Unethical behaviors devastate the nursing practice and can hinder completing a master’s program. They can affect the general morale, credibility, and organizational reputation. Engaging in unethical behaviors can affect productivity, financial loss and fines. Unethical behaviors can hinder the ability of nurses to work together and remain active in a team. They can result in helplessness, anxiety, loss of trust, poor job satisfaction, and frustration. Misconduct can affect the ability of nurses to achieve their objectives and meet the nursing codes of ethics. Unprofessionalism In practice can hinder the provision of quality care to patients and affect their well-being. Unethical behaviors can make it difficult for students to succeed in their nursing master’s program and expand their knowledge. Moreover, unethical behaviors can influence dishonesty and compromise the safety of patients.

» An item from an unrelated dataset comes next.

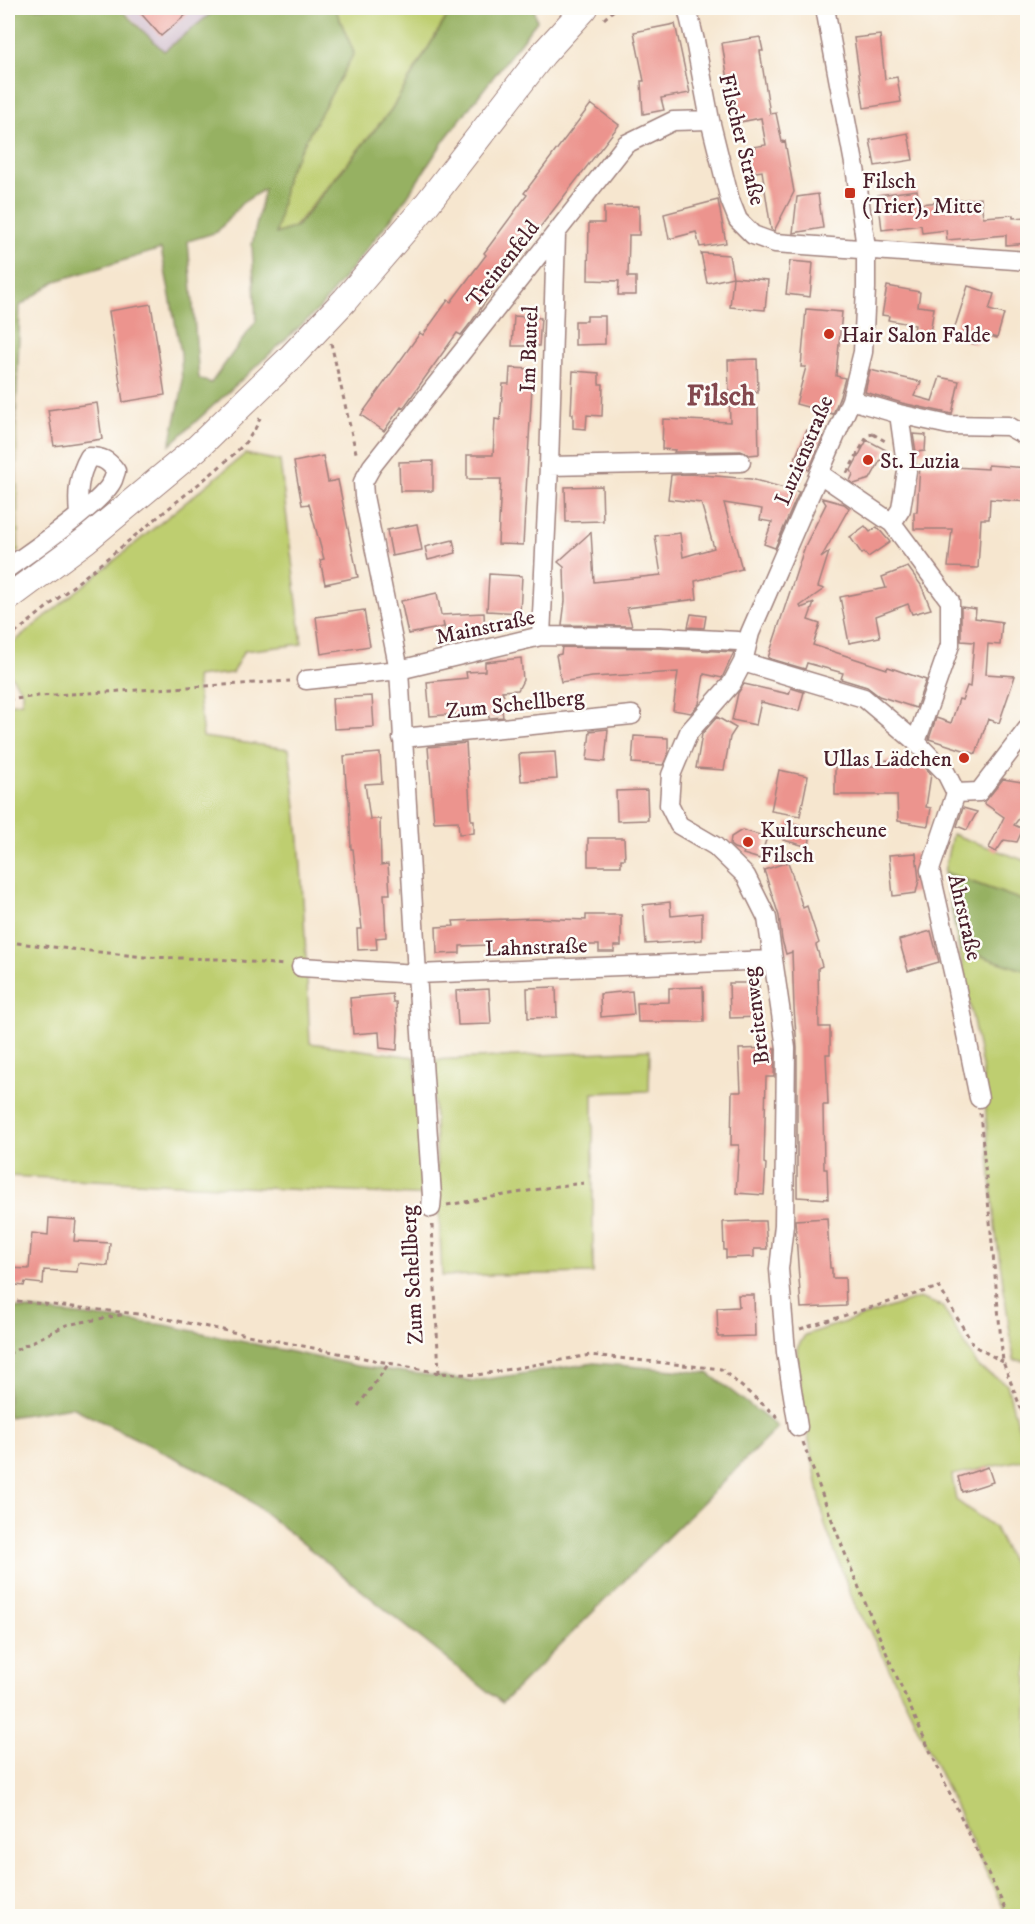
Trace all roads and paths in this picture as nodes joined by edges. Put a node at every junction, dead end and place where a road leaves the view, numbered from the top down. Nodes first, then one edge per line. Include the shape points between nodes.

Unethical behaviors can attract disciplinary actions such as withdrawal of licenses, suspension, and legal actions. Breaching patients’ privacy by sharing personal information is an example of unethical behavior. Nurses who violate the principle can face legal actions, including prosecution and subsequent conviction. The HIPAA outlines laws determining the distribution and accessibility of patient information (Bijani et al., 2019). The law defines the information that should be kept confidential and private. It also makes it clear regarding individuals who can access what information in a healthcare setting.
Developing personal ties and relationships is another example of unethical behaviors in nursing practice. Nurses are expected to uphold professionalism and avoid double relationships with patients. Nurses engaging in sexual interactions with patients can face disciplinary actions, including prosecutions, loss of operating license, and suspension from service (Aloustani et al., 2020). Intimate relationships are considered an act of malpractice and breaching of patient liberty. Since the patient is usually assumed helpless and unable to make an appropriate judgment, nurses are held responsible and accountable for their actions.
Injuring patients is another example of unethical practice among nurses. Failure to follow procedures and guidelines, poor communication, and use of the wrong tools can affect the safety of patients. Patients can be injured, misdiagnosed, or given the wrong medication when seeking healthcare services (Jia et al., 2021). The family of the affected patient can seek legal assistance by filing a lawsuit in court. The outcome would be devastating to nurses since they can be jailed.
An example in the nursing practice is stealing medicines from the hospital and selling them to a nearby chemist. It is unethical for a nurse to order medication from the pharmacy and take it out of the hospital instead of giving it to patients. Nurses engaging in such behaviors can be reported to the Board of Nursing and face legal charges (Aloustani et al., 2020). They can lose their job and compromise the safety of patients who were supposed to receive the medication.
Plagiarizing a thesis, dissertation, or course assignment is an example of unethical behavior when pursuing a nursing Master’s program. The consequence of the behavior would include a failure or expulsion from the program. Nursing students engaging in unethical behaviors can receive poor grades and face suspension from the course (Bijani et al., 2019). They can be forced to repeat the course or disallowed completely.
Unethical behaviors have devastating implications for nursing master’s programs and practice. Practicing nurses can lose their jobs, suspension, and face demotions and legal charges. They can be reported to the Board of Nursing and face disciplinary actions such as losing operating licenses and obstruction from serving patients. Therefore, nurses must embrace ethical practices and avoid engaging in behaviors that affect them. They must improve their morals and trust while avoiding breaching ethical practices.Nurses must respect the interest of patients and make every effort to ensure the provision of the best quality services.
Aloustani, S., Atashzadeh-Shoorideh, F., Zagheri-Tafreshi, M., Nasiri, M., Barkhordari-Sharifabad, M., &Skerrett, V. (2020). Association between ethical leadership, ethical climate and organizational citizenship behavior from nurses’ perspective: A descriptive correlational study. BMC Nursing, 19(1), 1-8.
Bijani, M., Tehranineshat, B., &Torabizadeh, C. (2019). Nurses’, nursing students’, and nursing instructors’ perceptions of professional values: A comparative study. Nursing Ethics, 26(3), 870-883.
Jia, Y., Chen, O., Xiao, Z., Xiao, J., Bian, J., &Jia, H. (2021). Nurses’ ethical challenges caring for people with COVID-19: A qualitative study. Nursing Ethics, 28(1), 33-45.